Thursday, January 7, 2010

Reinfusing the Latin Rite with the Spirit of the East

When it comes to liturgical aesthetics and praxis...the more sensorily impressive a ritual, the better, in my opinion, so long as it is tasteful and rooted in organic tradition.

However, I'm torn between my love of impressive externals and my concern with the substance of the Text itself. As, for example, I'm inclined to prefer even the lowest of Old Rite Low Masses to even the highest of "Dressed Up" Novus Ordos, even as I condemn the "Low Mass mentality" among trads.

I suppose it's the same as preferring some simple little rural chapel to even the most impressive of skyscrapers or Las Vegas neon palaces. At the same time, neither is ideal. The ideal would be some Gothic Cathedral, both substantial and impressive...but the sensory impressiveness should be based on, vesting as it were, a foundation of substance, and in my mind is secondary to it, though having both is nice.

To bring it back to antependiums, for example, putting a frontal on our altar is certainly better than the "picnic table with a piece of plywood on top" look we had before. But, at the same time, I'd honestly prefer a truly fixed and consecrated stone altar if we could get one, even if it were just bare with the four stone legs exposed without any beautiful frontal...to a semi-fixed even dressed up nicely. Because the ideal is a truly consecrated altar. And yet even better, of course, would be to have a truly fixed consecrated altar with a frontal. To have the ideal substance underneath robed with sumptuous externals.

In this way, the Eastern Rites are great. I honestly lean in that direction, though my liturgical and cultural "home" is in the Western liturgical tradition. But I think the Latin Rite could do with healthy dose of "orientalization," not in terms of objective changes to the ceremony, but in our attitude towards the liturgy. Certainly that would have been better than the Americanization and Protestantization the liturgy suffered after Vatican II.

For example, in my mind, High Mass should be much preferred to Low, even if it is only one person chanting very poorly. Catholics let the Perfect be the Enemy of the Good too often, and so if the music can't be done "excellently," all professional and polished, it often just isn't done at all. But I'd be fine with just one tone-deaf old man or the server or the priest himself attempting it, as you sometimes see at sparsely attended Byzantine liturgies. The concept of Low Mass is rather foreign to them. Liturgy is a song, reciting it is a strange concept.
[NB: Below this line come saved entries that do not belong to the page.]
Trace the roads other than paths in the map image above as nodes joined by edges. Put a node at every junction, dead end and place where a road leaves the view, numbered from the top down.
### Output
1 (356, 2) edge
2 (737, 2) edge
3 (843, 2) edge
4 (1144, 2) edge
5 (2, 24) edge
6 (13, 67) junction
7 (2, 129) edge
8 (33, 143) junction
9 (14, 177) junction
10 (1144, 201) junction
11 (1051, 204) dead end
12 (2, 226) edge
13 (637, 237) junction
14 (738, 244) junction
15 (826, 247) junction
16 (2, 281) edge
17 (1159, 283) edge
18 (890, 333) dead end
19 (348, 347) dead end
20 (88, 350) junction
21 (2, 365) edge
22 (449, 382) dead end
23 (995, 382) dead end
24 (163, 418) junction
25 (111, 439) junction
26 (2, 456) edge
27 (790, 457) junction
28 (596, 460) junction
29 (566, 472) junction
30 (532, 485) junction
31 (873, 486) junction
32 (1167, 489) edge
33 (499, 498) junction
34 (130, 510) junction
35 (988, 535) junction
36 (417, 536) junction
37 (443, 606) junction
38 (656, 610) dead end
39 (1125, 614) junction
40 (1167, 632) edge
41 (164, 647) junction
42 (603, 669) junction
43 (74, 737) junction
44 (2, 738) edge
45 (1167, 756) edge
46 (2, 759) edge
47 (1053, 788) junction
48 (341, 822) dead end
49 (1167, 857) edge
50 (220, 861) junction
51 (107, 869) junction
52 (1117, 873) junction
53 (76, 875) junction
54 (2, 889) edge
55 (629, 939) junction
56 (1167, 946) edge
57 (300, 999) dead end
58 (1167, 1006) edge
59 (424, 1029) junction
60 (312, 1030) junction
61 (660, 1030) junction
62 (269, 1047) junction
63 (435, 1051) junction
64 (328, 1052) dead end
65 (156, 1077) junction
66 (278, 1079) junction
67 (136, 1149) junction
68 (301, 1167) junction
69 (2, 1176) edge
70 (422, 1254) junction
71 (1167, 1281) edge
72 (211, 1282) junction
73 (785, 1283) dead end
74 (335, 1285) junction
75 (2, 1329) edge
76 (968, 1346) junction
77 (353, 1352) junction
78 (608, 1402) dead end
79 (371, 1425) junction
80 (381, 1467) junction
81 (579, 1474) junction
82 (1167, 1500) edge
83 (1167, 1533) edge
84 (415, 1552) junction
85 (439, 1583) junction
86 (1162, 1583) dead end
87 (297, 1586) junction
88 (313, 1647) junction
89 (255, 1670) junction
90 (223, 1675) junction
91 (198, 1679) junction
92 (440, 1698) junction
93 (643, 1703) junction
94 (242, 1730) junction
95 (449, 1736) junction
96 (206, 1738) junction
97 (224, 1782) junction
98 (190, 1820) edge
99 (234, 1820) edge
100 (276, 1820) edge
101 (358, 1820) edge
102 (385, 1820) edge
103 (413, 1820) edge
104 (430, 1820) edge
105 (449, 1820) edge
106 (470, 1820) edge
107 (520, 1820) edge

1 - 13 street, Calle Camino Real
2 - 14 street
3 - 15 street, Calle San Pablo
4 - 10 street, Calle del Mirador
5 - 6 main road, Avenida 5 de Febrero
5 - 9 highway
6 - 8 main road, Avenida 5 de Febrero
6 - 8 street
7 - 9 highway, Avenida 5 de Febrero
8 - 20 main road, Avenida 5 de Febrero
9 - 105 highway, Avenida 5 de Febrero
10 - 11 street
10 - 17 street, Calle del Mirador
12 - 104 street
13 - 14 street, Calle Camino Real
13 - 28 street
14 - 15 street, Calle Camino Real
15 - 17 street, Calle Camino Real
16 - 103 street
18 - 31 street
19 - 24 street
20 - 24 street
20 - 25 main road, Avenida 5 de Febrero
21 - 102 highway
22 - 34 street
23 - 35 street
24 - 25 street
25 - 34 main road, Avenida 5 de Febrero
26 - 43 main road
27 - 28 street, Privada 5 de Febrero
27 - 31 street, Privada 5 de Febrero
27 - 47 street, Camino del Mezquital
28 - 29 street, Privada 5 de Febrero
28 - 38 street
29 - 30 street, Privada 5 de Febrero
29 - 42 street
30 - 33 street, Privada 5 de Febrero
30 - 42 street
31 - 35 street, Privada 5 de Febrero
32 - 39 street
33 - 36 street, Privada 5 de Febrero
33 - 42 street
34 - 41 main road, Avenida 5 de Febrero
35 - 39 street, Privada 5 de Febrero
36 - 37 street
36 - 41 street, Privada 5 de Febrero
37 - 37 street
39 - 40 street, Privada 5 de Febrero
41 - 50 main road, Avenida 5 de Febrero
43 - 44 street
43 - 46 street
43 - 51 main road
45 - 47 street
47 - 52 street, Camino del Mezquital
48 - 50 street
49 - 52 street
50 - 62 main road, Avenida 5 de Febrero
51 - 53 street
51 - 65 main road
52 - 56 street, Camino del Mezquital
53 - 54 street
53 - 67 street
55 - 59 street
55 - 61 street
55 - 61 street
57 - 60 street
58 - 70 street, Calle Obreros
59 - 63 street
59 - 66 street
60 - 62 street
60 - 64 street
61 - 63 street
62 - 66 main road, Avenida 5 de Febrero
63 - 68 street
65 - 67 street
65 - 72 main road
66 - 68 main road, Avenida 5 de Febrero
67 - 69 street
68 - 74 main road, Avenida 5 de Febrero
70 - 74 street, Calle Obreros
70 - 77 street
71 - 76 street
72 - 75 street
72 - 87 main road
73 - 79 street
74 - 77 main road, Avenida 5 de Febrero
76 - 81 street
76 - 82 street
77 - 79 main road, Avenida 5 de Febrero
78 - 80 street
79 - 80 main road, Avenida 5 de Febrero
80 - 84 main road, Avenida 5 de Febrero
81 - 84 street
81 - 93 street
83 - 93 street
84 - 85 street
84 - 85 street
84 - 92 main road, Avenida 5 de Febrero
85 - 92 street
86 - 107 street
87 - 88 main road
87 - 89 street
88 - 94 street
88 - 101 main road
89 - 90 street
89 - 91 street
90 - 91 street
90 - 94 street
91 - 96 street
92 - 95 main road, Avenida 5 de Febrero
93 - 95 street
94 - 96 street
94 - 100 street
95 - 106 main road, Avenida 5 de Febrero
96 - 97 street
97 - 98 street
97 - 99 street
Priests should know how to chant, and should chant the Propers when there is no one else to do so, or even if there IS a choir or cantor too; the idea of priests "reading through" a text while the choir sings is not good to me. The priest should sing along with them.

If the Byzantines can do it, so can we. Low Masses should really be reserved for truly private masses of priests and monks, masses public in any sense should really be high (and, Solemn High as much as possible). Of course, finding subdeacon and deacon is hard if one requires that they be celibate or even just go through some long semi-professional training like our permanent deacons today. But that gets into other issues about my opinions on expanding the clergy to more men, and married men, on a part-time volunteer unprofessional unpaid basis.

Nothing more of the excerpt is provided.